Heroku has deployed more services in a cloud environment than probably any other company. They
operate a massive "Platform-as-a-Service" that enables someone to deploy most kinds of apps just by doing a simple
git push. Along the way, they developed a pattern for how to write applications so that they can be easily and
consistently deployed in cloud environments. Their platform abides by this pattern, but it can be implemented in many
ways.
The 12-factor pattern can be summed up like this:
Treat all micro-services as disposable services that receive their configuration via environment variables and rely on
backing services to provide durability. Any time you need to make a change it should be scripted. Treat all
environments (dev, prod, qa, etc) as identical.
Of course, this assumes that the cloud-architecture plays along with this methodology for it to work. For a
cloud-architecture to be "12 factor app" compliant, here are some recommended criteria.
1. Codebase
Applications can be pinned to a specific version or branch
All deployments are versioned
Multiple concurrent versions can be deployed at the same time (e.g. prod, dev, qa)
2. Dependencies
Service dependencies are explicitly declared and loosely coupled
Dependencies can be isolated between services
Services can be logically grouped together
3. Config
All configuration is passed via environment variables and not hardcoded.

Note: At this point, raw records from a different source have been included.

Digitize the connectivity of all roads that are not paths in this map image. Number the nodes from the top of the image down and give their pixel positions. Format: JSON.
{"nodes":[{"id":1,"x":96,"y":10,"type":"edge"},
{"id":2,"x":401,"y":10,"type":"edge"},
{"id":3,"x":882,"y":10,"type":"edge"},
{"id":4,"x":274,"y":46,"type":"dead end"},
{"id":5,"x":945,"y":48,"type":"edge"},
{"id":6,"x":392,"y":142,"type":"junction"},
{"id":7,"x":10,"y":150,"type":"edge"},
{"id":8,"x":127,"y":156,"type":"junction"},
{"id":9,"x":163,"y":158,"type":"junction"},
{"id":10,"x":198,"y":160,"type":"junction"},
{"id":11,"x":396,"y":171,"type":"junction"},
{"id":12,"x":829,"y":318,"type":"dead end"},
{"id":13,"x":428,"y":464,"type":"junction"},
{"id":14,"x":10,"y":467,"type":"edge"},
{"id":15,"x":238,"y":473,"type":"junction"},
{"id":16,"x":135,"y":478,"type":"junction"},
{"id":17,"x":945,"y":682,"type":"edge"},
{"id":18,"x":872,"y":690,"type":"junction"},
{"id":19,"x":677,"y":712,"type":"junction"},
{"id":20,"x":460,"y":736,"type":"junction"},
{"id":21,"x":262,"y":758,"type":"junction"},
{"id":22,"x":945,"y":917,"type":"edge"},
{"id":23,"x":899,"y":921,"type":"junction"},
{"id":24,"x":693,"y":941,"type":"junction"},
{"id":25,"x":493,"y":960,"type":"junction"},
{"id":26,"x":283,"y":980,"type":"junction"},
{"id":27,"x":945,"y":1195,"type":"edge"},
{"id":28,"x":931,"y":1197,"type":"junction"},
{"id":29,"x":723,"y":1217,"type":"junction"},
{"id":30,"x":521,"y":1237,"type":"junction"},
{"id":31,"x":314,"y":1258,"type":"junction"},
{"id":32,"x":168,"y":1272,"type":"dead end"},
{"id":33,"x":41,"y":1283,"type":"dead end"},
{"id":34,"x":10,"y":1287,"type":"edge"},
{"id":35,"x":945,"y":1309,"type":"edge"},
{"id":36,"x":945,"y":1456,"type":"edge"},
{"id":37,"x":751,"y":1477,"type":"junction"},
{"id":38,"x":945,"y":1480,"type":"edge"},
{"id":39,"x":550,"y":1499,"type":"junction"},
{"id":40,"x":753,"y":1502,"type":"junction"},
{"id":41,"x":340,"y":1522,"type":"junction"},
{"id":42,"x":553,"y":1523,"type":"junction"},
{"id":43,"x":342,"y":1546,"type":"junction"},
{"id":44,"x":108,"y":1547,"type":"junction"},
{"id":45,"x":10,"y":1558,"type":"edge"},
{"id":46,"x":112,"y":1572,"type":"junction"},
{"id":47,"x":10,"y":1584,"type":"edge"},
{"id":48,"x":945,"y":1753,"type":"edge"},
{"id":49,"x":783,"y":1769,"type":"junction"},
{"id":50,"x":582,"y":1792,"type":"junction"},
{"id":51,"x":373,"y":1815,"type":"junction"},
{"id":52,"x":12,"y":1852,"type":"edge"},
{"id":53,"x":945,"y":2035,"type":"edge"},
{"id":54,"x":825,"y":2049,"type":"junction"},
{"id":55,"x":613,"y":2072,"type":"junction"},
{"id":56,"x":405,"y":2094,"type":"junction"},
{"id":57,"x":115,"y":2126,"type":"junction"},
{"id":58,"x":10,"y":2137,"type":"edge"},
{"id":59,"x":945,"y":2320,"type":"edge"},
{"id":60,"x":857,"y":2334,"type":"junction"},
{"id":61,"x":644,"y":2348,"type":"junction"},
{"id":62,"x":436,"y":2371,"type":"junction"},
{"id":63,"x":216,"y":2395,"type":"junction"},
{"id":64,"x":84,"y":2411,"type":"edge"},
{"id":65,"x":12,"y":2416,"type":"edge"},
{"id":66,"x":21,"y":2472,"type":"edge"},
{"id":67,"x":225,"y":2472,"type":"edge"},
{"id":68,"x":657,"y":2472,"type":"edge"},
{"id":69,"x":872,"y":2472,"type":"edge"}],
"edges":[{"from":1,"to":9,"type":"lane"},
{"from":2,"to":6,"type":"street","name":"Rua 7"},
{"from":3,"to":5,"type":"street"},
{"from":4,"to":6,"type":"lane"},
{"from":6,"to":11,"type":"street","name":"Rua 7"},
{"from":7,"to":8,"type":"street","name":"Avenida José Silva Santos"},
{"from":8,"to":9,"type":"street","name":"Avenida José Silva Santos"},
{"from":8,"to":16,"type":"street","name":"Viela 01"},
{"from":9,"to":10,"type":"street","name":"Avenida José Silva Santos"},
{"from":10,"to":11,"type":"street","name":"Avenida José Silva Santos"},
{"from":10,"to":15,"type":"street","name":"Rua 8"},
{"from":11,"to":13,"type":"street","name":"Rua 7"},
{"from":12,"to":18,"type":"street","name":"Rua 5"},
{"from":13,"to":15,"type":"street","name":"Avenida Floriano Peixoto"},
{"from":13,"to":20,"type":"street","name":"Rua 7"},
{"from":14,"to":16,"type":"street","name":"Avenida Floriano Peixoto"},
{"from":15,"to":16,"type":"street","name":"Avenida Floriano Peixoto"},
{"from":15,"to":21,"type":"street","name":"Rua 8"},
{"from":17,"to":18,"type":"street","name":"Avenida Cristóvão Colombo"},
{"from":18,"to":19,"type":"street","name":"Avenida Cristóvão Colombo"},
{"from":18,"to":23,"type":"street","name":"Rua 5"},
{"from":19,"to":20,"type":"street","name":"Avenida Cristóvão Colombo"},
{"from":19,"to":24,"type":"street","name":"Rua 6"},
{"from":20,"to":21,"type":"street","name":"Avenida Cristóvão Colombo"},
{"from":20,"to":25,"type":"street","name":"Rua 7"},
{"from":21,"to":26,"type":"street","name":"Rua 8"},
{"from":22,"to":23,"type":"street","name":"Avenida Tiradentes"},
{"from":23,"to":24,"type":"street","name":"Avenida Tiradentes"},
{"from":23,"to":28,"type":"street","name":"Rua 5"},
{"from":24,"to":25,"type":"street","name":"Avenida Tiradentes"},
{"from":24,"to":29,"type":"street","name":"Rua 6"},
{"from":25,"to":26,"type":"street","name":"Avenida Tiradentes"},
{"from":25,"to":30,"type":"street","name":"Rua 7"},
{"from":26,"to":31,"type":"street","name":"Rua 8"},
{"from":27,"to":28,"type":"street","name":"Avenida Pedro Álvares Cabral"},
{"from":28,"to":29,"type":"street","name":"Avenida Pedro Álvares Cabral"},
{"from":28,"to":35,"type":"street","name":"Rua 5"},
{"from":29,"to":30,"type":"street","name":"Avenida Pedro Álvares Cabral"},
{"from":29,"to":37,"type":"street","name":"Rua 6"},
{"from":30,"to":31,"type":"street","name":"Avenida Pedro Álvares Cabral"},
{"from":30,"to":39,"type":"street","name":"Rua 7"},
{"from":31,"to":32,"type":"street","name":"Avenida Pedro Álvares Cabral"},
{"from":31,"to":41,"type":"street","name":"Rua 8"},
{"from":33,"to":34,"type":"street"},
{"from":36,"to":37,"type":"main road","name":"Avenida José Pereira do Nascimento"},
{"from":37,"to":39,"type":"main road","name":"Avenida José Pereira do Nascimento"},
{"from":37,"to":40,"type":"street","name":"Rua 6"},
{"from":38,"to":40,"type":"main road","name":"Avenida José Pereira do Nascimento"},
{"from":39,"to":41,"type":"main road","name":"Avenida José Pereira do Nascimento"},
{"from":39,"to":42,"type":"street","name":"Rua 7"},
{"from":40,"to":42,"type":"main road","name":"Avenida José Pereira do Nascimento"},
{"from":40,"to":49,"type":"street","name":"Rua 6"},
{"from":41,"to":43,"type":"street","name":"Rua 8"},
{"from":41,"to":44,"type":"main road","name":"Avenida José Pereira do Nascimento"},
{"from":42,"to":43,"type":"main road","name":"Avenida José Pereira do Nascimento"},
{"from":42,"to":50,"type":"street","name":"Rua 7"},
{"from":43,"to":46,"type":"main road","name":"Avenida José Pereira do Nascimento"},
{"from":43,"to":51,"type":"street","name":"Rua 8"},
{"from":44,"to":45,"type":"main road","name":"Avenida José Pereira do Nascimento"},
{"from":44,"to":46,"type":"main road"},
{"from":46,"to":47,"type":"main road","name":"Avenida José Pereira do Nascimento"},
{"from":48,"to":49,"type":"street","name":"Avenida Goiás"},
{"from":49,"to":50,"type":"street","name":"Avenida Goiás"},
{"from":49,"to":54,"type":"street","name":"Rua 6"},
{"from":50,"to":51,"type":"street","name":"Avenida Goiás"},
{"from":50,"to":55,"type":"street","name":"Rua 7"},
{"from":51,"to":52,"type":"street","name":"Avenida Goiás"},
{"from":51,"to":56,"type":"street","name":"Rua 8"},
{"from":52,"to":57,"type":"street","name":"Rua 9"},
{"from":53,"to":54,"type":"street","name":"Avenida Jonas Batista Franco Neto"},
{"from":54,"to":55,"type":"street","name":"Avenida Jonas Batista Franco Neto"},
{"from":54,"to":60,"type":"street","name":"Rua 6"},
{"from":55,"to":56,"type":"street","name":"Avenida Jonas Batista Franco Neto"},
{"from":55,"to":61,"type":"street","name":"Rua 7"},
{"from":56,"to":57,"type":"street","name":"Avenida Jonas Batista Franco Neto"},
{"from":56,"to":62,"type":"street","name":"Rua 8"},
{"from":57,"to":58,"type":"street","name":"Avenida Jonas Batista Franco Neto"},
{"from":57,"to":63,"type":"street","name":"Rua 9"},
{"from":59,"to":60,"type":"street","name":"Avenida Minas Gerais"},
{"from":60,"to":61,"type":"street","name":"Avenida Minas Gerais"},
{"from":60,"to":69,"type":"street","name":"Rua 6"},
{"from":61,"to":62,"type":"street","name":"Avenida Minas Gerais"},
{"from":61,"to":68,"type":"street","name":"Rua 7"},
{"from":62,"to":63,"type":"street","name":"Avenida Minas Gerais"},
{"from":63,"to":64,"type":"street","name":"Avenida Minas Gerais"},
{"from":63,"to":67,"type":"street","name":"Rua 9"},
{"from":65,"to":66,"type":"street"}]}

Services can announce availability and discover other services
Services can be dynamically reconfigured (E.g. using feature flags or changing environment)
4. Backing Services
Services depend on object stores to store assets (if applicable)
Services use environment variables to find backing services
Platform supports backing services like MySQL, Redis or Memcache
5. Build, release, run (PaaS)
Automation of deployments (build, release, run)
All builds produce immutable images
Deployment should result in zero down-time
6. Processes
Micro-services should consist of a single process
Processes are stateless and share-nothing
Ephemeral filesystem can be used for temporary storage
7. Port binding
Services should be able to run on any port defined by the platform
Service discovery should incorporate ports
Some sort of routing layer handles requests and distributes them to port-bound processes
8. Concurrency
Concurrency is easily achieved by replicating the micro-service
Scale automatically without human intervention
Only sends traffic to healthy services
9. Disposability
Services are entirely disposable (not maintain any local state)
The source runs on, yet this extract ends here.